From: Robert Haas <robertmhaas(at)gmail(dot)com>
To: Noah Misch <noah(at)leadboat(dot)com>
Cc: Stephen Frost <sfrost(at)snowman(dot)net>, Jeff Davis <pgsql(at)j-davis(dot)com>, Simon Riggs <simon(at)2ndquadrant(dot)com>, pgsql-hackers(at)postgresql(dot)org
Subject: Re: Commits 8de72b and 5457a1 (COPY FREEZE)
Date: 2012-12-11 01:04:55
Message-ID: CA+TgmobQ7g5rYGs3DNFLGxyo2hnCzg9FGkrMcKwZWF8brLRo0A@mail.gmail.com
Views: Raw Message | Whole Thread | Download mbox | Resend email
Thread:
Lists: pgsql-hackers

On Sun, Dec 9, 2012 at 3:06 PM, Noah Misch <noah(at)leadboat(dot)com> wrote:
> I favor[1] unconditionally letting older snapshots see the new rows after the
> CREATE+COPY transaction commits. To recap, making affected scans see an empty
> table is as wrong as making them see those rows. Robert also listed[2] that
> as a credible option, and I don't recall anyone opining against it in previous
> discussions. I did perceive an undercurrent preference, all other things
> being equal, for an optimization free from semantic side-effects. I shared
> that preference, but investigations showed that we must compromise something.
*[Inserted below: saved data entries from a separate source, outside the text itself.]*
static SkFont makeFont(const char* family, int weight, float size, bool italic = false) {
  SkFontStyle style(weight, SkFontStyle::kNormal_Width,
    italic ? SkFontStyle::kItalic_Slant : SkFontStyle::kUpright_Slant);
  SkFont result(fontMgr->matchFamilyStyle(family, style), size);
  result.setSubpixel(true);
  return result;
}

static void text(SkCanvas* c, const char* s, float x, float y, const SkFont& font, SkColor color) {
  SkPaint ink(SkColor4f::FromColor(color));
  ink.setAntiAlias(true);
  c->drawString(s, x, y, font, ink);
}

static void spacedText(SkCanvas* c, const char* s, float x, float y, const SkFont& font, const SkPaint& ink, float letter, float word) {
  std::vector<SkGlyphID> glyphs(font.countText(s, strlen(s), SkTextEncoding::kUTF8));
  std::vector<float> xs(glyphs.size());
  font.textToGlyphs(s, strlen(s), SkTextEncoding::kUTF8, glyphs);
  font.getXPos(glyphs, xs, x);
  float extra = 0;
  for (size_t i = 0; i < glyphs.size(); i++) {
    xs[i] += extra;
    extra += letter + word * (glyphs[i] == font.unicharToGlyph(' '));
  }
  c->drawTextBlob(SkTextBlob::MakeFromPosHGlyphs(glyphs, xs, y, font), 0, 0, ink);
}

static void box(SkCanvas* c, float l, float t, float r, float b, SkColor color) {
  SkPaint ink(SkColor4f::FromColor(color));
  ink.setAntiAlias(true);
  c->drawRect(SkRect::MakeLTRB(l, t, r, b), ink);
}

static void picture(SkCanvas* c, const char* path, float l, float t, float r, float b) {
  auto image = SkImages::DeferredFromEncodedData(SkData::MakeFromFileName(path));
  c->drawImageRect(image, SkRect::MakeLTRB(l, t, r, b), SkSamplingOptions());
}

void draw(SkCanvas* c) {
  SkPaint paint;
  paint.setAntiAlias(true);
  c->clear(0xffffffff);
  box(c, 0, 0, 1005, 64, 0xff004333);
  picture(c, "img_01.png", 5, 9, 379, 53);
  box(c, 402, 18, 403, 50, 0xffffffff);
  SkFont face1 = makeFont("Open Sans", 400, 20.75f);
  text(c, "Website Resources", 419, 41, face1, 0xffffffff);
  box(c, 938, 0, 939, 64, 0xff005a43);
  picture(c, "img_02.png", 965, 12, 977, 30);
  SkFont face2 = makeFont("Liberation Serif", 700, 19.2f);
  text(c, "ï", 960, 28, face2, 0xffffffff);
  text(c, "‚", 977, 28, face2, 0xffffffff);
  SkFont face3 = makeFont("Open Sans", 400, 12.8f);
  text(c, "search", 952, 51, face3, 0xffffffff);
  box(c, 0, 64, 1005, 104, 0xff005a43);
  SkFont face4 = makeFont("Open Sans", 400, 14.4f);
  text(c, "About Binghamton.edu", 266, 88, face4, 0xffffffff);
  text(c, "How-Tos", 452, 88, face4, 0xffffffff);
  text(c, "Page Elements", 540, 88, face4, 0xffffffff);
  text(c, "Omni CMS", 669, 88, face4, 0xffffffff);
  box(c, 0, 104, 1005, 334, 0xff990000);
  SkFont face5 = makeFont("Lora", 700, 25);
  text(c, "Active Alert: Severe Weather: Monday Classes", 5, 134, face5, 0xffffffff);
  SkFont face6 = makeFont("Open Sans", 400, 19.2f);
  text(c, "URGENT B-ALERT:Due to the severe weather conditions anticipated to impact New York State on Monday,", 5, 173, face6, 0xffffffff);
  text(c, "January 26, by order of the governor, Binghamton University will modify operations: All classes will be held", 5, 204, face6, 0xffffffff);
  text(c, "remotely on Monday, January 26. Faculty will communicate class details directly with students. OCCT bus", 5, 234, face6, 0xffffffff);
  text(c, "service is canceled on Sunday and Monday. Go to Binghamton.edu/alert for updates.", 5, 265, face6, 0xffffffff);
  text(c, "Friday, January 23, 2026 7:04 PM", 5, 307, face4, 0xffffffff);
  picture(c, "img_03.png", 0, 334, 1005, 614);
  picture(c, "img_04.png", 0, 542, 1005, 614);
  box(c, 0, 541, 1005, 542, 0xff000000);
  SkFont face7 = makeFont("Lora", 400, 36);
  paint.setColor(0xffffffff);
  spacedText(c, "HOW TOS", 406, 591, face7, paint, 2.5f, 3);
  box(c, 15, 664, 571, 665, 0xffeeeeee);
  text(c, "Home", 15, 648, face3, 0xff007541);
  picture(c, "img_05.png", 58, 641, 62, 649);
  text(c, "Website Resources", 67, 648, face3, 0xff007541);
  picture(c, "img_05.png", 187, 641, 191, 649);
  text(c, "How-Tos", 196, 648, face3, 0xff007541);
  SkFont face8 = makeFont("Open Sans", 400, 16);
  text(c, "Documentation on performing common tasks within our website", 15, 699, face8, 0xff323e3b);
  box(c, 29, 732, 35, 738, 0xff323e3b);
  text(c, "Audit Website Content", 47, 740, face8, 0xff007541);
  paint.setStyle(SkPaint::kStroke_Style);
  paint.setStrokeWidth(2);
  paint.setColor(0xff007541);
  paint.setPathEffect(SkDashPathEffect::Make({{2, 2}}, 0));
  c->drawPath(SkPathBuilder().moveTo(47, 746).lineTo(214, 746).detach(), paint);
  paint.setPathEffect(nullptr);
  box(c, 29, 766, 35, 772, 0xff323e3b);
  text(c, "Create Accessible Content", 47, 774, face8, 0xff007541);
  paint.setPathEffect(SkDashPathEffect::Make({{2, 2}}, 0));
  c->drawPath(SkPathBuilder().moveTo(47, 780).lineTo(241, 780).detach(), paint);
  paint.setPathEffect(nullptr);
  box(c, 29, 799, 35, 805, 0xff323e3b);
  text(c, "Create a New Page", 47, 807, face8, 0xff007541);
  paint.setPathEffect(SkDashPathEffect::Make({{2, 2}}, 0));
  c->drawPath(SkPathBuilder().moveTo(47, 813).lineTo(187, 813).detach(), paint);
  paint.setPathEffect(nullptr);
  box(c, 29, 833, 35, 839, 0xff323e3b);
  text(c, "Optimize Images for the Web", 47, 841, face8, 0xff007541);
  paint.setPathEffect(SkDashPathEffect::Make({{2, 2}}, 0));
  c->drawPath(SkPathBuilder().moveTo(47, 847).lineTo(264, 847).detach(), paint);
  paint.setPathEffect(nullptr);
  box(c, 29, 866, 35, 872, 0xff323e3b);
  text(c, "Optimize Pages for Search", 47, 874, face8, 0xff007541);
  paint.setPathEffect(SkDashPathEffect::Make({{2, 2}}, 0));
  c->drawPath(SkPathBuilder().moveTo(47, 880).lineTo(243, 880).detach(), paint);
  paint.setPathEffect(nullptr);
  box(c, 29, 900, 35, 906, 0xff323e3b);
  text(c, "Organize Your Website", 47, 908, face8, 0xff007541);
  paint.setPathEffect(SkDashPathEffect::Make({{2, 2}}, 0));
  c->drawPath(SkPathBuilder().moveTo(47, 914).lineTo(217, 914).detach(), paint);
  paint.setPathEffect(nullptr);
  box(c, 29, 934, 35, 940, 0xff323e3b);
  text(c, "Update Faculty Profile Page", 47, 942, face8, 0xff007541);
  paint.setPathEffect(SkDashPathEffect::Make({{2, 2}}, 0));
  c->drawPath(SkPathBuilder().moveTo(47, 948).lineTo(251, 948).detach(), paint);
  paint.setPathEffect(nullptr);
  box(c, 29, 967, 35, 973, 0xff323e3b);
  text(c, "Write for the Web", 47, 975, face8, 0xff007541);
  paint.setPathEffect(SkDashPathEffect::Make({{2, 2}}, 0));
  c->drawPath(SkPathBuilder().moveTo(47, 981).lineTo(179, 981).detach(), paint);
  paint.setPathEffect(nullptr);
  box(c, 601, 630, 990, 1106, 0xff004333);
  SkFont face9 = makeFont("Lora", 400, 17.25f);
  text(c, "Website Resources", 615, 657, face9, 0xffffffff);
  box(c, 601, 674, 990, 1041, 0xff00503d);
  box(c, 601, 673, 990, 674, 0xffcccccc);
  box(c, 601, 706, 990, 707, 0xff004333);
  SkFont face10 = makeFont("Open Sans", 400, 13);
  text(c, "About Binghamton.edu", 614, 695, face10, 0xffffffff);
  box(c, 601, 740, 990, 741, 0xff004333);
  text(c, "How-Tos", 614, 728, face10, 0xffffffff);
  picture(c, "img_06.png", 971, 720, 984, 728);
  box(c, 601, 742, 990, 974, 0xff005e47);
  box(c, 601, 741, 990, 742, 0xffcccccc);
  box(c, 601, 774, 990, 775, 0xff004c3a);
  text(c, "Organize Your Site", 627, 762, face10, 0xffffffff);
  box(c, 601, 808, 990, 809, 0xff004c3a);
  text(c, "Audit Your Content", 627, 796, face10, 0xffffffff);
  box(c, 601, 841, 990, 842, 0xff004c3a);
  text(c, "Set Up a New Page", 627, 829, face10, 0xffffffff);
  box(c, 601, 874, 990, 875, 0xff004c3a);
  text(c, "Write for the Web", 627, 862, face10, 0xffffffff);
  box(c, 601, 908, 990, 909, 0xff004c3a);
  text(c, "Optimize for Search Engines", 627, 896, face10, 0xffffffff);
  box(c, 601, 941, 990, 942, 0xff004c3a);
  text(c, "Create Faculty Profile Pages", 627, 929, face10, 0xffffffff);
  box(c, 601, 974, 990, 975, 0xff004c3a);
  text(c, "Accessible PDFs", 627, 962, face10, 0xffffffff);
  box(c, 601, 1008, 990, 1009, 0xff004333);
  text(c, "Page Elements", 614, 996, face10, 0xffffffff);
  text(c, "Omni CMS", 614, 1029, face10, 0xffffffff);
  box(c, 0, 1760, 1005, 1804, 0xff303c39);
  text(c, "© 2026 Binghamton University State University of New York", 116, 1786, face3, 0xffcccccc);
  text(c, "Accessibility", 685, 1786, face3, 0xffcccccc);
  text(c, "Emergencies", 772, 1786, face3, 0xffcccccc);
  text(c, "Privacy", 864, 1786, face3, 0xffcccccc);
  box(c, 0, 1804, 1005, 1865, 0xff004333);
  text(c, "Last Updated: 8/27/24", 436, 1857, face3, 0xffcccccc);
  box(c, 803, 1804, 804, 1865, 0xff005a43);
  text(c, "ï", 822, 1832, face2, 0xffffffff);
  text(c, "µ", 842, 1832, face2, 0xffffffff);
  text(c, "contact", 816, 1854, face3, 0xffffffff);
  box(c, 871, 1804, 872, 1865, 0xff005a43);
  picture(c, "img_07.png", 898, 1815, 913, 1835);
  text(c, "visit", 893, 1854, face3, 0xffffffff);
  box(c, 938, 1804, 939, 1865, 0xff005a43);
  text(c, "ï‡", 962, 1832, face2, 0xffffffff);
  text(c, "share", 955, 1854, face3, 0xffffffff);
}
You know, I hadn't been taking that option terribly seriously, but
maybe we ought to reconsider it. It would certainly be simpler, and
as you point out, it's not really any worse from an MVCC point of view
than anything else we do. Moreover, it would make this available to
clients like pg_dump without further hackery.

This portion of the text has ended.